> **Task item**: All of the data below should be returned exactly.

───── Entries provided ─────

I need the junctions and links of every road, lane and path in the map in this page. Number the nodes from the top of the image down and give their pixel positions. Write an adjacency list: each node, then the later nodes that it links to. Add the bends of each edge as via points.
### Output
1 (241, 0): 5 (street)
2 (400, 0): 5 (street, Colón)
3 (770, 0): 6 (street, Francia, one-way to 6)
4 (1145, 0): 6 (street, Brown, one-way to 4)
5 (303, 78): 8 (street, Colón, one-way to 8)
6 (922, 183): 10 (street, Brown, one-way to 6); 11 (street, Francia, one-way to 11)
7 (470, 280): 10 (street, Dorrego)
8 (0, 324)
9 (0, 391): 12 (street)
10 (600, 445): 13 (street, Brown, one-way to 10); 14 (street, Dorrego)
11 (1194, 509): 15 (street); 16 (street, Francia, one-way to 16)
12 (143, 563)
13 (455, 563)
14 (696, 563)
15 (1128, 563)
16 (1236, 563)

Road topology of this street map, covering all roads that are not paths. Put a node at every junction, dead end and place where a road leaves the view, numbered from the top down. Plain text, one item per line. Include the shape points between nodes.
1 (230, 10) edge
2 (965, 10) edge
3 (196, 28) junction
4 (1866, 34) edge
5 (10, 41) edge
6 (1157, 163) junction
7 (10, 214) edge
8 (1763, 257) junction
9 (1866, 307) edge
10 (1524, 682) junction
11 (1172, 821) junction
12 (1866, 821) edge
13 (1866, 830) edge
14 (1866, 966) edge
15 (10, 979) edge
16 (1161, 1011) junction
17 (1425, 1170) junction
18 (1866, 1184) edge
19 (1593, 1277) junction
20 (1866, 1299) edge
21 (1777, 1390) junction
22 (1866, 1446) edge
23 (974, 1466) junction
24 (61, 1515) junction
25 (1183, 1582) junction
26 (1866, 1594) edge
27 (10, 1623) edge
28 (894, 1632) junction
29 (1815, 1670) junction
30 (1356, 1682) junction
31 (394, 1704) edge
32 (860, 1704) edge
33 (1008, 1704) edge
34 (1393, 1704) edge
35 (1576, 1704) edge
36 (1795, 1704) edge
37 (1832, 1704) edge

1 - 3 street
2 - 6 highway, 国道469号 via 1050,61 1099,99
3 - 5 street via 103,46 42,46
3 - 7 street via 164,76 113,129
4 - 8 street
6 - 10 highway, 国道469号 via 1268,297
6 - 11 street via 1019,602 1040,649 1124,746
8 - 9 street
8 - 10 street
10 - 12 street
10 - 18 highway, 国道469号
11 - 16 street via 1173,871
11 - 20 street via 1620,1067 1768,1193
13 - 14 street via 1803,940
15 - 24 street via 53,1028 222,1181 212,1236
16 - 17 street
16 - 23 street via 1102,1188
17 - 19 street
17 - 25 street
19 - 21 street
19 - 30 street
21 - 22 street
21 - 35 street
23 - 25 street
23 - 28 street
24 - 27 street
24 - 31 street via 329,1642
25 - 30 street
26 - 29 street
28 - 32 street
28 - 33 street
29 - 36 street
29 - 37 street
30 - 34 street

─────

> **The completed task**:
I need the junctions and links of every road, lane and path in the map in this page. Number the nodes from the top of the image down and give their pixel positions. Write an adjacency list: each node, then the later nodes that it links to. Add the bends of each edge as via points.
### Output
1 (241, 0): 5 (street)
2 (400, 0): 5 (street, Colón)
3 (770, 0): 6 (street, Francia, one-way to 6)
4 (1145, 0): 6 (street, Brown, one-way to 4)
5 (303, 78): 8 (street, Colón, one-way to 8)
6 (922, 183): 10 (street, Brown, one-way to 6); 11 (street, Francia, one-way to 11)
7 (470, 280): 10 (street, Dorrego)
8 (0, 324)
9 (0, 391): 12 (street)
10 (600, 445): 13 (street, Brown, one-way to 10); 14 (street, Dorrego)
11 (1194, 509): 15 (street); 16 (street, Francia, one-way to 16)
12 (143, 563)
13 (455, 563)
14 (696, 563)
15 (1128, 563)
16 (1236, 563)

Road topology of this street map, covering all roads that are not paths. Put a node at every junction, dead end and place where a road leaves the view, numbered from the top down. Plain text, one item per line. Include the shape points between nodes.
1 (230, 10) edge
2 (965, 10) edge
3 (196, 28) junction
4 (1866, 34) edge
5 (10, 41) edge
6 (1157, 163) junction
7 (10, 214) edge
8 (1763, 257) junction
9 (1866, 307) edge
10 (1524, 682) junction
11 (1172, 821) junction
12 (1866, 821) edge
13 (1866, 830) edge
14 (1866, 966) edge
15 (10, 979) edge
16 (1161, 1011) junction
17 (1425, 1170) junction
18 (1866, 1184) edge
19 (1593, 1277) junction
20 (1866, 1299) edge
21 (1777, 1390) junction
22 (1866, 1446) edge
23 (974, 1466) junction
24 (61, 1515) junction
25 (1183, 1582) junction
26 (1866, 1594) edge
27 (10, 1623) edge
28 (894, 1632) junction
29 (1815, 1670) junction
30 (1356, 1682) junction
31 (394, 1704) edge
32 (860, 1704) edge
33 (1008, 1704) edge
34 (1393, 1704) edge
35 (1576, 1704) edge
36 (1795, 1704) edge
37 (1832, 1704) edge

1 - 3 street
2 - 6 highway, 国道469号 via 1050,61 1099,99
3 - 5 street via 103,46 42,46
3 - 7 street via 164,76 113,129
4 - 8 street
6 - 10 highway, 国道469号 via 1268,297
6 - 11 street via 1019,602 1040,649 1124,746
8 - 9 street
8 - 10 street
10 - 12 street
10 - 18 highway, 国道469号
11 - 16 street via 1173,871
11 - 20 street via 1620,1067 1768,1193
13 - 14 street via 1803,940
15 - 24 street via 53,1028 222,1181 212,1236
16 - 17 street
16 - 23 street via 1102,1188
17 - 19 street
17 - 25 street
19 - 21 street
19 - 30 street
21 - 22 street
21 - 35 street
23 - 25 street
23 - 28 street
24 - 27 street
24 - 31 street via 329,1642
25 - 30 street
26 - 29 street
28 - 32 street
28 - 33 street
29 - 36 street
29 - 37 street
30 - 34 street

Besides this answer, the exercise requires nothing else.